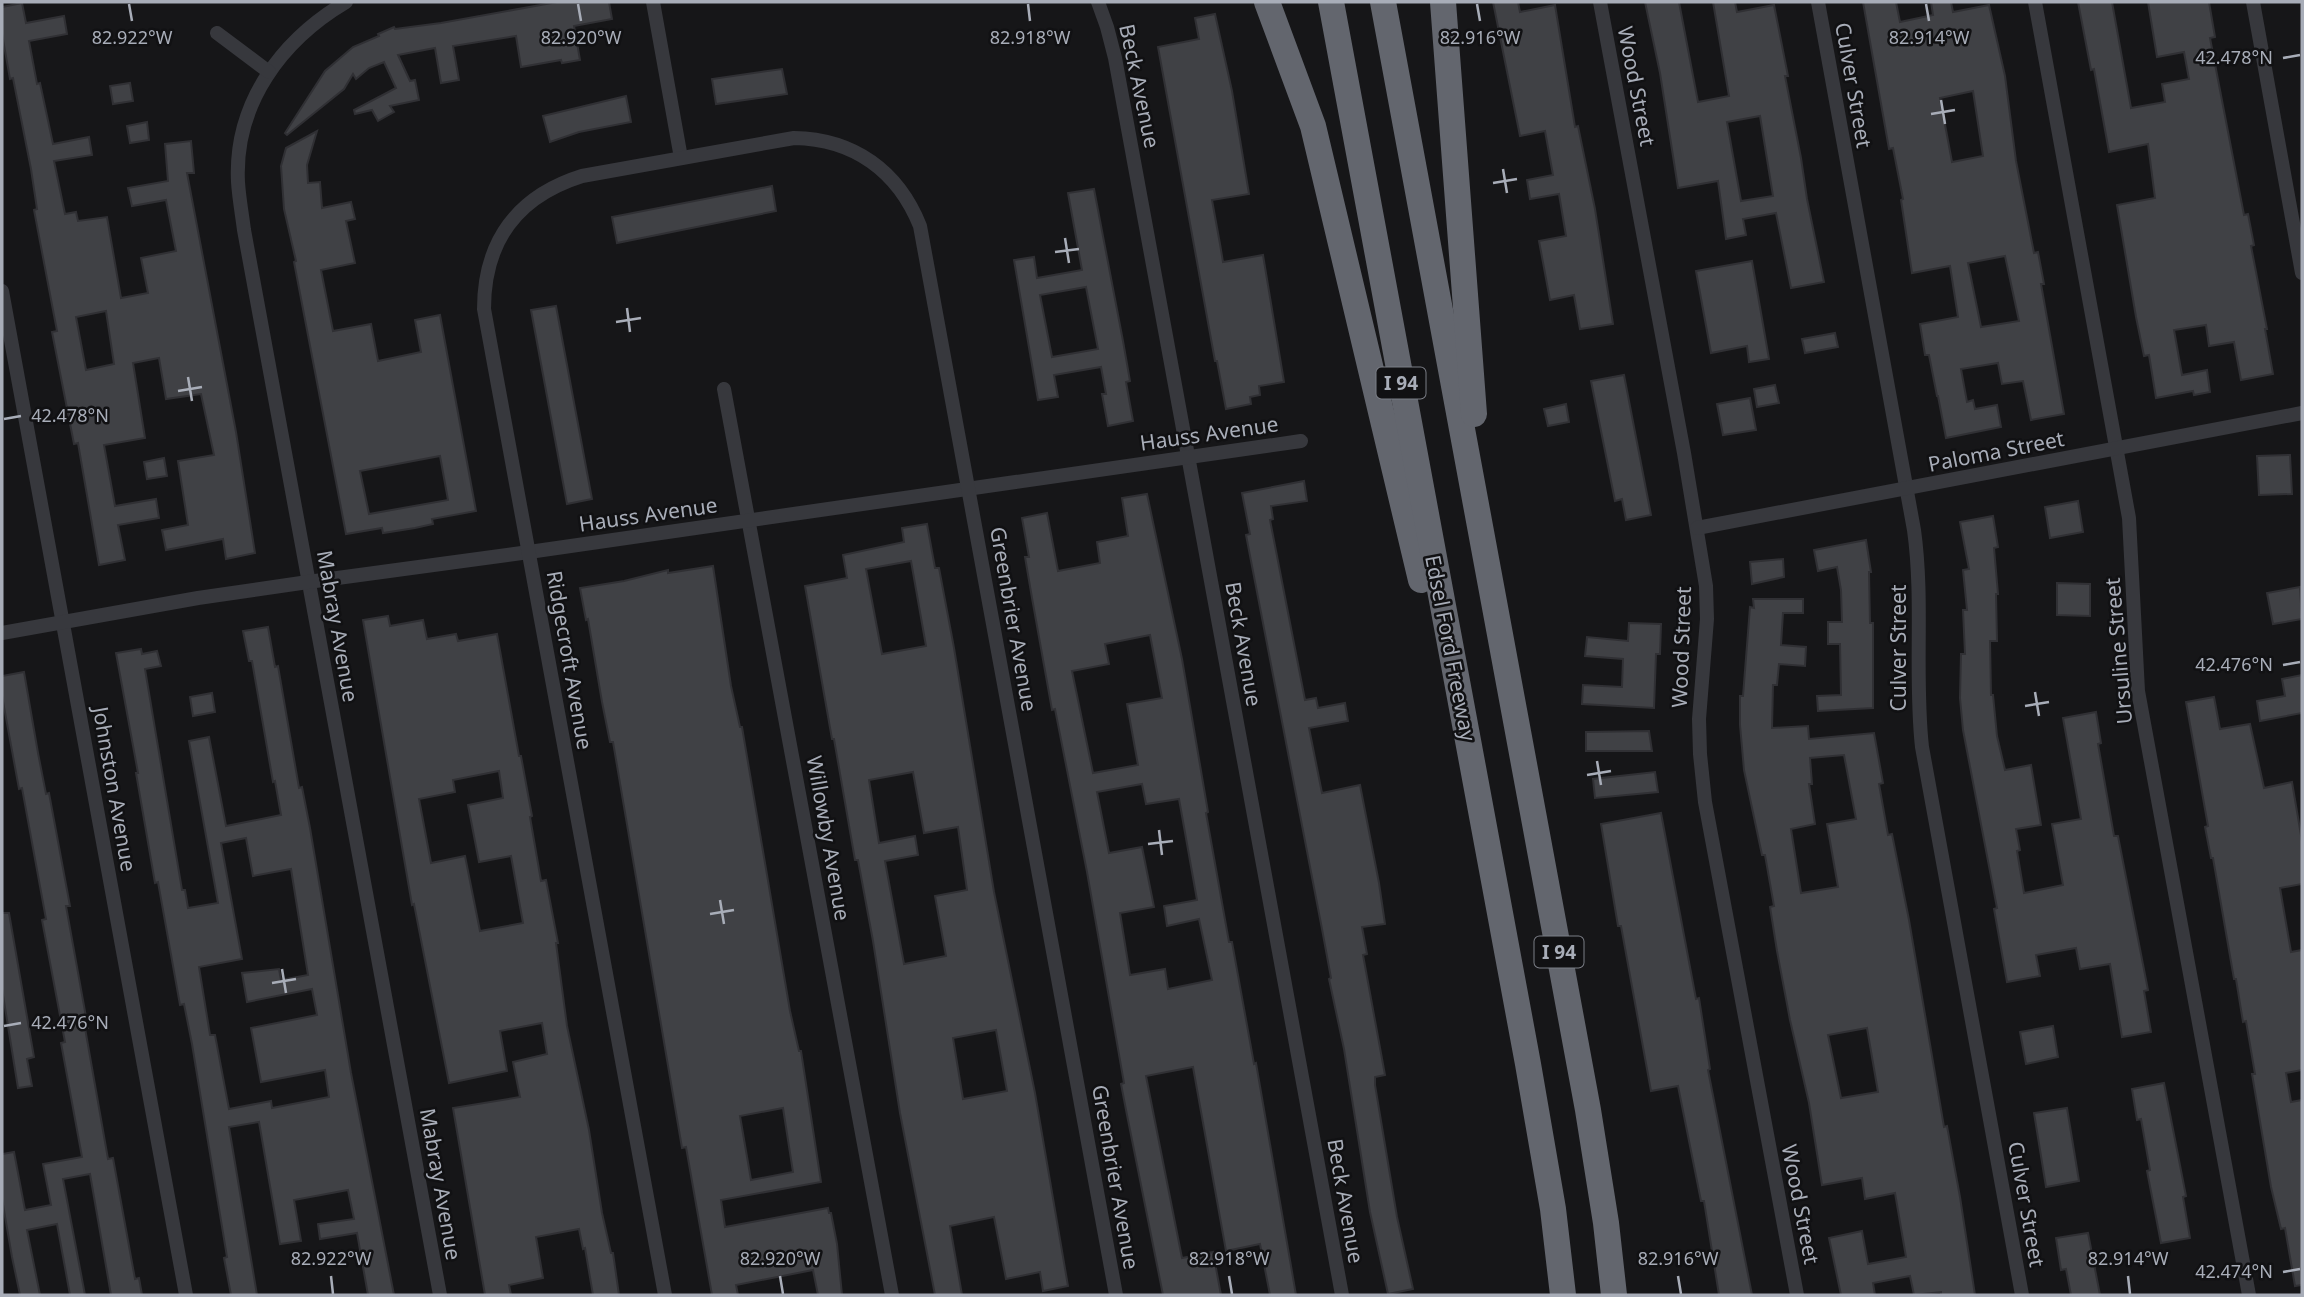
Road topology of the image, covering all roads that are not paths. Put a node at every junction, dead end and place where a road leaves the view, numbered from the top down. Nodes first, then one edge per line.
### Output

◇ ◇ ◇ ◇ ◇

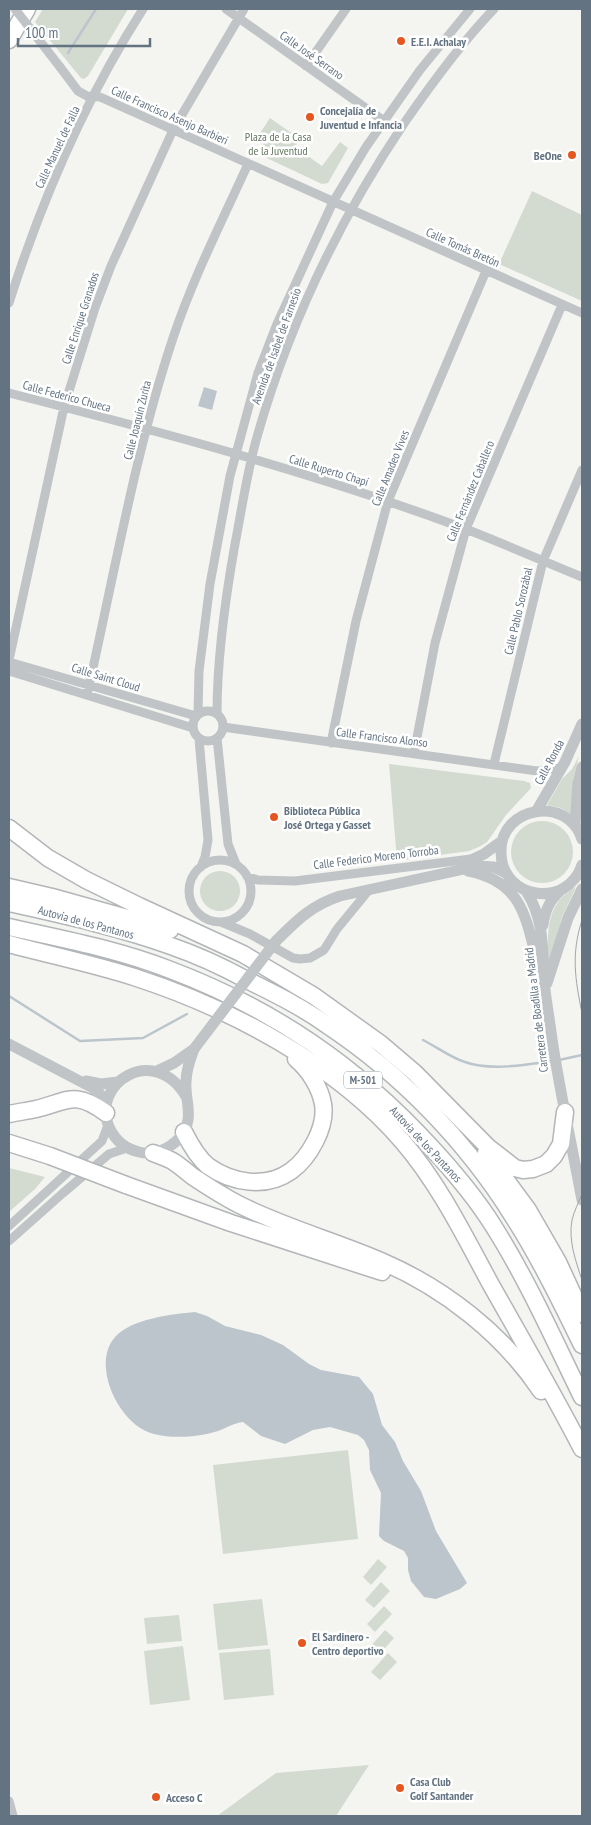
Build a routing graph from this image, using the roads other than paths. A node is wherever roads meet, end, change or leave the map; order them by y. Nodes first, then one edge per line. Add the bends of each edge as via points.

◇ ◇ ◇ ◇ ◇

-- Task requirements --
Whenever a line in the material above holds the string "Nodes", copy that line in full.

-- Task response --
Road topology of the image, covering all roads that are not paths. Put a node at every junction, dead end and place where a road leaves the view, numbered from the top down. Nodes first, then one edge per line.
Build a routing graph from this image, using the roads other than paths. A node is wherever roads meet, end, change or leave the map; order them by y. Nodes first, then one edge per line. Add the bends of each edge as via points.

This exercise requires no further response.